──────── Data

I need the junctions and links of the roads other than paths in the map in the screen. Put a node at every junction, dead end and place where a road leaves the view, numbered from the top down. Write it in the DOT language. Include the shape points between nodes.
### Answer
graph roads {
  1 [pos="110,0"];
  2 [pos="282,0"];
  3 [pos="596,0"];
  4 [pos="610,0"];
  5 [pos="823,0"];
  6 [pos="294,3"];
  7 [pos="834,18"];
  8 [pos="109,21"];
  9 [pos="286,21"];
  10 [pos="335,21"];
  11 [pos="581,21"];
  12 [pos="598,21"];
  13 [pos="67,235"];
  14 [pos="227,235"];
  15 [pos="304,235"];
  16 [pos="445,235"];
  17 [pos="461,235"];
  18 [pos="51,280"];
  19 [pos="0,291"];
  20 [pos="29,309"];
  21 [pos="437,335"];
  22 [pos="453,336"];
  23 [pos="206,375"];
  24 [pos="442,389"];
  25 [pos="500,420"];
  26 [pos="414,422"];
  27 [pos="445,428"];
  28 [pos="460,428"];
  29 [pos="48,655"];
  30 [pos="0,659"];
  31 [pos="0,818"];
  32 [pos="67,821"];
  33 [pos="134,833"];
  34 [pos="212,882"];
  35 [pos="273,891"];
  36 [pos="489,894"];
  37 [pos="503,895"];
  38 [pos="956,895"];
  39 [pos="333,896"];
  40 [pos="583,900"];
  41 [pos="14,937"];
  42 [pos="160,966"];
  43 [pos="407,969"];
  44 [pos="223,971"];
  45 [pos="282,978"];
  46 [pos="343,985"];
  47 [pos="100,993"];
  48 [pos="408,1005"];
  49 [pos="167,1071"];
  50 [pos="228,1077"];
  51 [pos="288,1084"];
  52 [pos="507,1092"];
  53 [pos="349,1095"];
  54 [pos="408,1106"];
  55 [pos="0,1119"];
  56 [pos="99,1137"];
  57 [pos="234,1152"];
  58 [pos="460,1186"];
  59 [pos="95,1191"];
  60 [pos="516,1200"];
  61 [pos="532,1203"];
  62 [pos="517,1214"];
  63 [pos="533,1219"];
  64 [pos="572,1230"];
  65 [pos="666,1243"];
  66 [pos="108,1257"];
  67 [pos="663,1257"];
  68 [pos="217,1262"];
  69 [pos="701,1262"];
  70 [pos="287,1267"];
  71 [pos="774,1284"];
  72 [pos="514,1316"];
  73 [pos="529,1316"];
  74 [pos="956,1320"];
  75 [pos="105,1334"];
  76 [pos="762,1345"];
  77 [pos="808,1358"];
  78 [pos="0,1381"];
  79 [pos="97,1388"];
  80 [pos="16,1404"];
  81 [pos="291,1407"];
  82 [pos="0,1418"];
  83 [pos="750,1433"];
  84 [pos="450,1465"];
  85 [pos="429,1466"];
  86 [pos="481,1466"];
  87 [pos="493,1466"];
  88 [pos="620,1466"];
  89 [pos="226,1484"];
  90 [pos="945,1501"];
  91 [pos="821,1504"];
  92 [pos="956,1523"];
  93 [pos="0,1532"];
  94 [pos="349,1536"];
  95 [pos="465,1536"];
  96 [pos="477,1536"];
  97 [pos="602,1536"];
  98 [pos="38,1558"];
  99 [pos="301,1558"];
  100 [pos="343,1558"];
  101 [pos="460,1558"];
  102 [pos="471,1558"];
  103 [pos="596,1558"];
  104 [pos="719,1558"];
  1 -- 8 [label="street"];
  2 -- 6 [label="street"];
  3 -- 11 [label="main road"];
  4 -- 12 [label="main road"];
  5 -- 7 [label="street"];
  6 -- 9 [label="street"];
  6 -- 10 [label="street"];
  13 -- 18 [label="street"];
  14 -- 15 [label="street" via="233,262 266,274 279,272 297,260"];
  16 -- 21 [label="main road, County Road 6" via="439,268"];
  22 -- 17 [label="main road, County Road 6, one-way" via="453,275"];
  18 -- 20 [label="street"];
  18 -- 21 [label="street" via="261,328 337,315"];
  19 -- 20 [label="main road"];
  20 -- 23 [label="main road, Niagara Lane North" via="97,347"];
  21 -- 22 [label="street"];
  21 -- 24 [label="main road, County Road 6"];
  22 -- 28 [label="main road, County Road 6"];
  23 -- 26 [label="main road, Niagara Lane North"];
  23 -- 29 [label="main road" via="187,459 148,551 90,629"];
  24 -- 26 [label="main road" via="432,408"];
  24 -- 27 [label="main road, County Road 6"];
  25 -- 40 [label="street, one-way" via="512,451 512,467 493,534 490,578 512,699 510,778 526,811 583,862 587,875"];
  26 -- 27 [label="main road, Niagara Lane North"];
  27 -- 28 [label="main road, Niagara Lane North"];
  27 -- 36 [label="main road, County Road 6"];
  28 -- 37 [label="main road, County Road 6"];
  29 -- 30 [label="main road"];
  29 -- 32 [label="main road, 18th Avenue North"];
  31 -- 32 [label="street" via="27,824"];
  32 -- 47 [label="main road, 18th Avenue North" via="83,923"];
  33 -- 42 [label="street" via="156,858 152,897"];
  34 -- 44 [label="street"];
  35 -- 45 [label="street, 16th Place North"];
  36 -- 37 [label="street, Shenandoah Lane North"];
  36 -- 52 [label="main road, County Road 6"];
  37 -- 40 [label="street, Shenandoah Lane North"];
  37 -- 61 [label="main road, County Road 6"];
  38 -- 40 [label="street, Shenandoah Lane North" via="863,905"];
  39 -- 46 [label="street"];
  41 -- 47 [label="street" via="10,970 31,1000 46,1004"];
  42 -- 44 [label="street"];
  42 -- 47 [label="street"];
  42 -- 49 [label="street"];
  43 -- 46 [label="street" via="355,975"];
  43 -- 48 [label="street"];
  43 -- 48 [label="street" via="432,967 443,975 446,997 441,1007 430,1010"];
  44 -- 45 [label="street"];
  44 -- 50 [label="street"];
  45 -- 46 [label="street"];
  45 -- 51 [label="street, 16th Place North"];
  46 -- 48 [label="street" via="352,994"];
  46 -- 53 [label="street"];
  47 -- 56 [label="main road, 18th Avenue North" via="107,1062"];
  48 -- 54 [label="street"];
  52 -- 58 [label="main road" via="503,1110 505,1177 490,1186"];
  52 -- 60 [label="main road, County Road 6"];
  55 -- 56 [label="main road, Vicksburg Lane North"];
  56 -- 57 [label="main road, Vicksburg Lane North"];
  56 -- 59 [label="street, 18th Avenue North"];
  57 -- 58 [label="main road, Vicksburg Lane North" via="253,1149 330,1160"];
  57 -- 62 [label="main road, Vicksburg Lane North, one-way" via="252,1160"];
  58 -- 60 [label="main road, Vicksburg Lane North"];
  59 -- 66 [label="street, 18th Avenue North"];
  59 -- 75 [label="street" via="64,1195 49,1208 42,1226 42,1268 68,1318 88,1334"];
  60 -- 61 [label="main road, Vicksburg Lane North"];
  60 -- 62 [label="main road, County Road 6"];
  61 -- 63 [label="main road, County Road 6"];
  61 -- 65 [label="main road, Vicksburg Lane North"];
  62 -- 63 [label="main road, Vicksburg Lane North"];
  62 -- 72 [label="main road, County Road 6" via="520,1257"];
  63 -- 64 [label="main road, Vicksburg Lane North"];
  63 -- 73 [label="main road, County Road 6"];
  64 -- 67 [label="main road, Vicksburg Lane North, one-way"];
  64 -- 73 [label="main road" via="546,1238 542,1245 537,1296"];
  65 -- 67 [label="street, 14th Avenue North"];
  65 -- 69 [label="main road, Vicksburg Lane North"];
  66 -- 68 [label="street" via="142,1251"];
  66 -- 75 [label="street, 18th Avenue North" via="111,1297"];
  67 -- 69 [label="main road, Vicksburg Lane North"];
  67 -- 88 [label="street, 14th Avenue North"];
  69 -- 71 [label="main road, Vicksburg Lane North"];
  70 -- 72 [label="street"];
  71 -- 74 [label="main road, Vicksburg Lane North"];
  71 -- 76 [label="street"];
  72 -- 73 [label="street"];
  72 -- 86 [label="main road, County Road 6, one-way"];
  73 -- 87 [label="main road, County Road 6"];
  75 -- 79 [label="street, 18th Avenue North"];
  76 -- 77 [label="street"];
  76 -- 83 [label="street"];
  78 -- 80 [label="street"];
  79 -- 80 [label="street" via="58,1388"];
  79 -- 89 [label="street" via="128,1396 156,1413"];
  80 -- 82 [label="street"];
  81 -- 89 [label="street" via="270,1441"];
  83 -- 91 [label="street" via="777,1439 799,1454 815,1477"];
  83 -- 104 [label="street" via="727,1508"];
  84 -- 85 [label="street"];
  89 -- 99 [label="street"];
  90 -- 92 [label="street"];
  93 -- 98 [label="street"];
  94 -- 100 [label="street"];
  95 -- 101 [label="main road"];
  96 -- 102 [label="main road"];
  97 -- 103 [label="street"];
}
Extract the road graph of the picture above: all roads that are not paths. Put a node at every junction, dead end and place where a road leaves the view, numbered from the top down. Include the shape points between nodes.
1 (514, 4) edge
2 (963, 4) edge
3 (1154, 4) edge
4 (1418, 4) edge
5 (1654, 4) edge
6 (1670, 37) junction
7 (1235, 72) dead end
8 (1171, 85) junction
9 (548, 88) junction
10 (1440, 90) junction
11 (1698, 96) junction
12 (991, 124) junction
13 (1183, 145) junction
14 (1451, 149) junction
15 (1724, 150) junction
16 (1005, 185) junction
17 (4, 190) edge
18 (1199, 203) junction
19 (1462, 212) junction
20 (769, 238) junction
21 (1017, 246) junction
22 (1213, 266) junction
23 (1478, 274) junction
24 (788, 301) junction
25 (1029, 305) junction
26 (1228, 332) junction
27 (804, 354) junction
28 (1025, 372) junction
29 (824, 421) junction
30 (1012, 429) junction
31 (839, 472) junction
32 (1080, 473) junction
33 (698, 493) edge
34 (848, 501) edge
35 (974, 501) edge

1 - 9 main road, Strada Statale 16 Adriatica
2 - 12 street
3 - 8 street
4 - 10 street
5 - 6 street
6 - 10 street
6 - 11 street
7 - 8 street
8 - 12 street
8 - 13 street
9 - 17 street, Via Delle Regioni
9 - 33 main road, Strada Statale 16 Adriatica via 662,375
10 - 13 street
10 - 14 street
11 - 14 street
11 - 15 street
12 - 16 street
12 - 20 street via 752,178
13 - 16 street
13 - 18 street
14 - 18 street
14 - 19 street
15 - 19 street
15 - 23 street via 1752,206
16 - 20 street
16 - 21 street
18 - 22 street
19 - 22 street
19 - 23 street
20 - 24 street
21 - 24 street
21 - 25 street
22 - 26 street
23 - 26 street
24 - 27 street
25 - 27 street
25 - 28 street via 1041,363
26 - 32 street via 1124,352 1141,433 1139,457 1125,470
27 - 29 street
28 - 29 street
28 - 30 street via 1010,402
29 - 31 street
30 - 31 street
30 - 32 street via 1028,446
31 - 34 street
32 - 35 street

────────────────

> [Brief]: Would you copy out every line in the records that includes the string "Shenandoah"?

> [Solution]:
  36 -- 37 [label="street, Shenandoah Lane North"];
  37 -- 40 [label="street, Shenandoah Lane North"];
  38 -- 40 [label="street, Shenandoah Lane North" via="863,905"];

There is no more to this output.